# Worming,preventive or as needed?



## Rita (Sep 3, 2018)

my first two Nigerian Goats , a buck and a doe now 9 months old, the breeder said to preventively use wormer every few months because they are not very effective these days. Yesterday I picked up a 3 month old doe, and this breeder said he never does preventive , he just checks them regularly for signs of worms. Like looking inside eyelids etc. I imagine there are people on both sides of this issue, so let me have it, what are the pros and cons of each and is Ivermectin the only one I need, and how to dose.

Rita


----------



## Mike CHS (Sep 3, 2018)

I won't weigh in on goats since we have sheep but I see just joined today and wanted to say Welcome.  I'm pretty sure the methods for goats and sheep are similar but I'm not completely sure so will wait for the goat people.  
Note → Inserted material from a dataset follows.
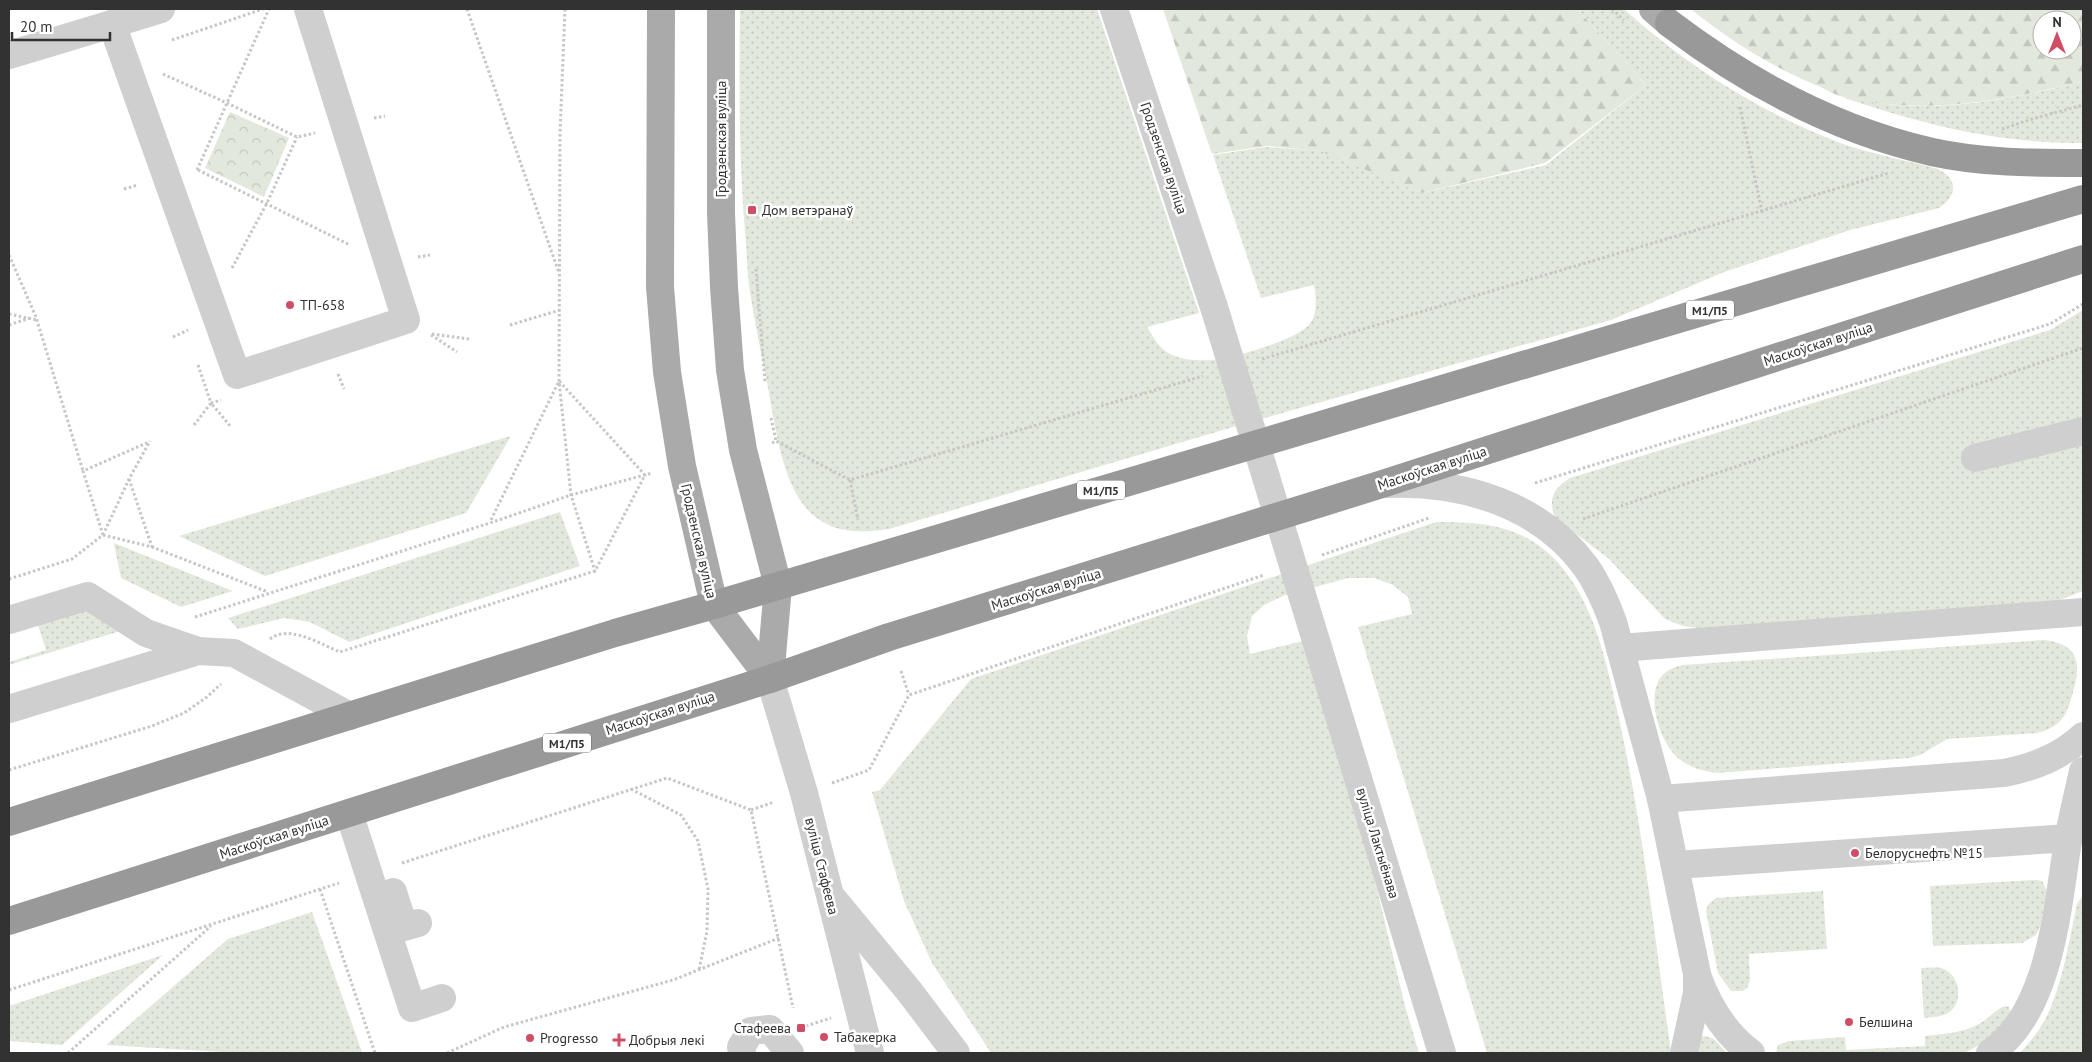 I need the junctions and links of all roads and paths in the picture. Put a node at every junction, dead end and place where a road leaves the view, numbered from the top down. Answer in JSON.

If you want to do Famacha training the link is a good place to do it and you get the Certificate and Famacha Card to use when you check those eyelids.  The eyelids don't tell you the whole story about your worm load though.
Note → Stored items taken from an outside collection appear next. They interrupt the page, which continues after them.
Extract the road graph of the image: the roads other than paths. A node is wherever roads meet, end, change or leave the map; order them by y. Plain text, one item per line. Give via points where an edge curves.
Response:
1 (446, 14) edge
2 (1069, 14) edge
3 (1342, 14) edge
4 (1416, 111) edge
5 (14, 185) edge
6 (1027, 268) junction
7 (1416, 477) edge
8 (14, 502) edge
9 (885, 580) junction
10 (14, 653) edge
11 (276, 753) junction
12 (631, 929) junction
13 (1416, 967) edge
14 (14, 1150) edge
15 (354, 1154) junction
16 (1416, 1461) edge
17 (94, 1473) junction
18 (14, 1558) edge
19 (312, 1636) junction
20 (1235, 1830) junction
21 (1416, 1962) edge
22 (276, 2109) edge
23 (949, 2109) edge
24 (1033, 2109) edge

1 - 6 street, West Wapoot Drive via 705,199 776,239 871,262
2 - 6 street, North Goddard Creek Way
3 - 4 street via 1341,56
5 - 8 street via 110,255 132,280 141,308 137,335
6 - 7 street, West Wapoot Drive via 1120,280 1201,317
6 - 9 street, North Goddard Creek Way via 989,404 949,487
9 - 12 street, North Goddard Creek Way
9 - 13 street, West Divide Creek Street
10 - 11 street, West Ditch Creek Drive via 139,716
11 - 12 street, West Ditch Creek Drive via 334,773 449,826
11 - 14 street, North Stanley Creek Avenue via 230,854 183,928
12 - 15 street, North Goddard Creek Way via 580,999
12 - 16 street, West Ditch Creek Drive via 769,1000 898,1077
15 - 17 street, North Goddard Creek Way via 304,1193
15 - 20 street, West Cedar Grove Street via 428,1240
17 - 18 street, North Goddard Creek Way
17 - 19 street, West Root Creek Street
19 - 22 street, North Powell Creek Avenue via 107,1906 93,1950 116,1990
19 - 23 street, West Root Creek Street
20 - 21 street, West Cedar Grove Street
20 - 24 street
https://web.uri.edu/sheepngoat/famacha/


----------



## Rita (Sep 3, 2018)

Mike CHS said:


> I won't weigh in on goats since we have sheep but I see just joined today and wanted to say Welcome.  I'm pretty sure the methods for goats and sheep are similar but I'm not completely sure so will wait for the goat people.
> 
> If you want to do Famacha training the link is a good place to do it and you get the Certificate and Famacha Card to use when you check those eyelids.  The eyelids don't tell you the whole story about your worm load though.
> 
> https://web.uri.edu/sheepngoat/famacha/


Thank you for the link I will check that out for certain


----------



## Mike CHS (Sep 3, 2018)

You are very welcome.  The course is fairly easy and doesn't take a whole lot of time.  It has some further uses though and in Tennessee even qualifies you for some State benefits depending on the number of livestock you have.


----------



## Latestarter (Sep 3, 2018)

Part of the reason that worms have become "super worms" and harder to control/eradicate is from over/improper use of anthelmintics (wormers). You should NOT just deworm for the sake of deworming. You should have a fecal analysis done to determine the worm load (and type worms) the goat is carrying, and if warranted, then deworm, using the proper dewormer, and proper dosage, applied the proper number of times, over the specified period of time, followed by another fecal analysis to determine the efficacy of the protocol used. Ideally you are looking for a 95%+ reduction in worm load. 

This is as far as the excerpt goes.